TEMPO.CO, Jakarta - Kepala Badan Pengatur Jalan Tol atau BPJT Kementerian Pekerjaan Umum dan Perumahan Rakyat (PUPR), Herry Trisaputra Zuna, mengatakan komponen dalam pembangunan jalan tol tidak menggunakan bahan impor. Sehingga, proyek pembangunan tol tidak masuk dalam pengkajian proyek infrastruktur yang akan dihentikan.
"Kriterianya kalau dilihat komponen impor. Kalau jalan tol komponen impornya di mana?" Kata Herry di Kantor Kementerian PUPR, Selasa, 7 Agustus 2018.
Baca juga: Proyek Tol Trans Jawa, Ruas Pejagan - Semarang Rampung Akhir 2018
Herry menuturkan pembangunan tol akan menggenjot perekonomian. Kemudian, seluruh komponennya berasal dari dalam negeri, mulai dari pekerja hingga struktur jalan yang digunakan.
Sebelumnya, Jokowi mematok target penghematan yang cukup tinggi dari upaya tersebut. Menurut dia, jika evaluasi proyek “padat impor” sukses, devisa yang dapat dihemat mencapai US$ 21 juta setiap hari.
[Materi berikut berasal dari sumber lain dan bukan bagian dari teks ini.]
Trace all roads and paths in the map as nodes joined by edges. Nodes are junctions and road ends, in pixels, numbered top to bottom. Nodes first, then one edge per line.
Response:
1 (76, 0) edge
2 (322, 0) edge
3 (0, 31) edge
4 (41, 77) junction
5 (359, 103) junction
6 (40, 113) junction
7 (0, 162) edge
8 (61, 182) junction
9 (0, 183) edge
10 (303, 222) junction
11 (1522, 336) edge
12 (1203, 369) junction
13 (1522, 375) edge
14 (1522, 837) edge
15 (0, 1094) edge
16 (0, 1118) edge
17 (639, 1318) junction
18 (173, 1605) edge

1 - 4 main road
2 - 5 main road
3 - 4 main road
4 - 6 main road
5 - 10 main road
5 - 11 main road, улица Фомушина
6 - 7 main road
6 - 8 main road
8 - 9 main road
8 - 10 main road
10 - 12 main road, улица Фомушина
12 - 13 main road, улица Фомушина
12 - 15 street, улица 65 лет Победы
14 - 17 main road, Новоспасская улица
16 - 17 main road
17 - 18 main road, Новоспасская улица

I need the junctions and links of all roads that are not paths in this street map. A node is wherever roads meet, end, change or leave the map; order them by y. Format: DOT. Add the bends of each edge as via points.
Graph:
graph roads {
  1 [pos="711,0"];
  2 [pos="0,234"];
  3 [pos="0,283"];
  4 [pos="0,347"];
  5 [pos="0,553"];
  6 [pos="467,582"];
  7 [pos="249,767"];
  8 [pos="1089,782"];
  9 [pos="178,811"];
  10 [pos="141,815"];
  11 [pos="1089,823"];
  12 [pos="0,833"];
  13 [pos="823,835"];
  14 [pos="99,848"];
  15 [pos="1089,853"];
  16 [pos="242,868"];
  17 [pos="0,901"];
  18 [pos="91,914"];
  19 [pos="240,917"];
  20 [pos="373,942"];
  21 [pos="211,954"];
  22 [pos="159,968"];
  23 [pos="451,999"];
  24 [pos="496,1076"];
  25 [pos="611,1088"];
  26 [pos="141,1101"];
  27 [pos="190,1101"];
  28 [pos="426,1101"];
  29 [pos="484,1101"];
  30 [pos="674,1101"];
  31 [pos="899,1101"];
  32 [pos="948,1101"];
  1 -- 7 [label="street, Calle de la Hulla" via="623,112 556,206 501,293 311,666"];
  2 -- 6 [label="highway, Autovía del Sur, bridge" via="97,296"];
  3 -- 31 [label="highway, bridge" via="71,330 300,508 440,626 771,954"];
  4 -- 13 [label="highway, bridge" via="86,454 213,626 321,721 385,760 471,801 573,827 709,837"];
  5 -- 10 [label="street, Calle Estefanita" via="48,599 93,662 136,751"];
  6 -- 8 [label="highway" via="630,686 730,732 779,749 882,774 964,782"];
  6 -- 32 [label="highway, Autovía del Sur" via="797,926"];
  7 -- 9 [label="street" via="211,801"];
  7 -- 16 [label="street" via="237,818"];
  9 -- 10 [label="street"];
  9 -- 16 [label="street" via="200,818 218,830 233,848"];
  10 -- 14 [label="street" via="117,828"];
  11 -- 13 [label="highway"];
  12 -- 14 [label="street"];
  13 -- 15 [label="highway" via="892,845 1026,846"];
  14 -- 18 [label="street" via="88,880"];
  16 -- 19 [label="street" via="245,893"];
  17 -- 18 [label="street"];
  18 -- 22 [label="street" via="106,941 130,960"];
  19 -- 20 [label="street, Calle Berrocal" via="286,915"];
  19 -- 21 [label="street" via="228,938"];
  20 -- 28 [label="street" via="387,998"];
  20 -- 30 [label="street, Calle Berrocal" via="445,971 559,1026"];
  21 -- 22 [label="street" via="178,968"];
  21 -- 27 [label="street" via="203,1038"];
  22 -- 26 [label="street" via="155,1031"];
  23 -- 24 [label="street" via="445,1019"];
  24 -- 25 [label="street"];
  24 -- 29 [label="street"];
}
Berdasarkan catatan Badan Pusat Statistik atau BPS, kenaikan impor terjadi sepanjang semester pertama tahun ini dan menyebabkan neraca perdagangan defisit. Komponen impor tertinggi adalah bahan baku untuk proyek infrastruktur, di antaranya impor besi baja, yang meningkat 39 persen, dan impor mesin serta alat listrik, yang naik 28 persen pada Mei 2018 lalu.
Tingginya penggunaan bahan impor dan valuta asing dalam proyek infrastruktur pun berdampak pada kinerja keuangan badan usaha milik negara atau BUMN, khususnya yang menggarap proyek-proyek penugasan besar.
Data Kementerian BUMN menyebutkan utang perusahaan negara yang berhubungan dengan jalan tol naik 54,05 persen pada 2014-2017, diikuti dengan pertumbuhan aset dan ekuitas masing-masing 53,29 persen dan 51,17 persen.